**Your assignment:** Report only how many lines of the entries below contain the string "paths".

====

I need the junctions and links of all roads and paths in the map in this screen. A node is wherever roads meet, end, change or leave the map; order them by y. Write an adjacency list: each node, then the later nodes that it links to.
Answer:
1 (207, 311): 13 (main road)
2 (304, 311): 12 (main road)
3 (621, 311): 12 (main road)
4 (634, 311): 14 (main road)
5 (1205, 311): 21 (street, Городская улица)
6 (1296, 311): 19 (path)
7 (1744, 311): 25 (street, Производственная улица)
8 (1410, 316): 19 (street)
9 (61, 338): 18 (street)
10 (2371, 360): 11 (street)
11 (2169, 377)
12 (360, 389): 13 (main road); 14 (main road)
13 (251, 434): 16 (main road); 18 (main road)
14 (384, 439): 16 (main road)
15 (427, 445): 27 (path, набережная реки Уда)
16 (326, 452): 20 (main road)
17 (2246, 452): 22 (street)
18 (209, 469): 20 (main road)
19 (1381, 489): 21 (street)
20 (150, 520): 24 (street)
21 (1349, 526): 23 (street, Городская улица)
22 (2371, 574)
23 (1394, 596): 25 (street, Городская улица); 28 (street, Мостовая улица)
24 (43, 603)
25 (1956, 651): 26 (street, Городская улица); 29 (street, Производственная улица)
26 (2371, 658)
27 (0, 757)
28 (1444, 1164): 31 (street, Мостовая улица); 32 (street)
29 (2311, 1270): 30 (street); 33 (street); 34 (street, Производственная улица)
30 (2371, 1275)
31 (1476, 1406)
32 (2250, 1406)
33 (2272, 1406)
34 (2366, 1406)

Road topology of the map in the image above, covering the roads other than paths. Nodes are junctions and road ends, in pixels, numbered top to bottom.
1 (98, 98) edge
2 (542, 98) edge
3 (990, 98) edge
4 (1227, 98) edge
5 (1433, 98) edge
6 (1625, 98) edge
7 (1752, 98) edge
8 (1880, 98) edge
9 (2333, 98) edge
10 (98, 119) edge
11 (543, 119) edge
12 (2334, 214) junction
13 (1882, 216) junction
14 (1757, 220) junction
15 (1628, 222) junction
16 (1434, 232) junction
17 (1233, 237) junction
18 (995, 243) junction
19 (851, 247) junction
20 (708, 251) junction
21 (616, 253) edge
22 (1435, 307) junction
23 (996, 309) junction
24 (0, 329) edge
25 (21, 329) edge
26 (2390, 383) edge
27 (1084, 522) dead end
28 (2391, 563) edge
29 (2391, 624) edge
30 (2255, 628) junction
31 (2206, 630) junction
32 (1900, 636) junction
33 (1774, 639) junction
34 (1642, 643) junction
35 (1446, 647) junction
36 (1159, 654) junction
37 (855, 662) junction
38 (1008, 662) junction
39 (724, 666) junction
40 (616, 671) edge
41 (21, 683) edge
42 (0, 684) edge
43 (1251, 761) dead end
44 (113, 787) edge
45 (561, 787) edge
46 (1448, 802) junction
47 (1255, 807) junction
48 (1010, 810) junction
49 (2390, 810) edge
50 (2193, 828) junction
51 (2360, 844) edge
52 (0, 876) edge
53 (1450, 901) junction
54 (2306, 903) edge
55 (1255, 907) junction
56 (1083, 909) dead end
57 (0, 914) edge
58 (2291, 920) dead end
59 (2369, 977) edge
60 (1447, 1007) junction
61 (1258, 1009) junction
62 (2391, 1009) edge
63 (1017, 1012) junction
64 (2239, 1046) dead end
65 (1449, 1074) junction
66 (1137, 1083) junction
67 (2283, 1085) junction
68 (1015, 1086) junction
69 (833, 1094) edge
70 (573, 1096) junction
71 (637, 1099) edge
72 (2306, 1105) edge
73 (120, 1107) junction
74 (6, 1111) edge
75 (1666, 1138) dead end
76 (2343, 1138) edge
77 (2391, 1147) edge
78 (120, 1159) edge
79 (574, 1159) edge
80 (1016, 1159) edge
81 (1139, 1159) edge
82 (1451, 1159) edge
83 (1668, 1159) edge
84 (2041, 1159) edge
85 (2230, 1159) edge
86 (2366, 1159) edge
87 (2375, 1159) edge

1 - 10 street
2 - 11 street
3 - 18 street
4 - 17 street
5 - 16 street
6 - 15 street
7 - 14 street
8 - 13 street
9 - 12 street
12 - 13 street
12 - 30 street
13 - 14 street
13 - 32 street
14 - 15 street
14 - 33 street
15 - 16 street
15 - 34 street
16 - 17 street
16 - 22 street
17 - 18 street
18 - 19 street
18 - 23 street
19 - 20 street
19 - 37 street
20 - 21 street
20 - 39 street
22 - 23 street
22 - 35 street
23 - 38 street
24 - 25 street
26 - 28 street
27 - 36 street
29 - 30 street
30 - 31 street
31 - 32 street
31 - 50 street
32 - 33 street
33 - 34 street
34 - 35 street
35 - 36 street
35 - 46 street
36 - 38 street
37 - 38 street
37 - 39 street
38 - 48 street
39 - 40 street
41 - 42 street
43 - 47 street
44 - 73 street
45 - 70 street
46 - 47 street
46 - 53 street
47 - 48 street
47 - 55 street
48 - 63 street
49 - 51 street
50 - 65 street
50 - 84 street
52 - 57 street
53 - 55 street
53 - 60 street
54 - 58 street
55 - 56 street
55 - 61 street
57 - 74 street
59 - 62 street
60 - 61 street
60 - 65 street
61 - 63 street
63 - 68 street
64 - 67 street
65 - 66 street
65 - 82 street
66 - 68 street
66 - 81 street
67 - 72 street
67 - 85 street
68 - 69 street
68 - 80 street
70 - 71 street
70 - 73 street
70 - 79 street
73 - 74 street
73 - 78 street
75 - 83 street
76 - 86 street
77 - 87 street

====

**Answer to this exercise:** 2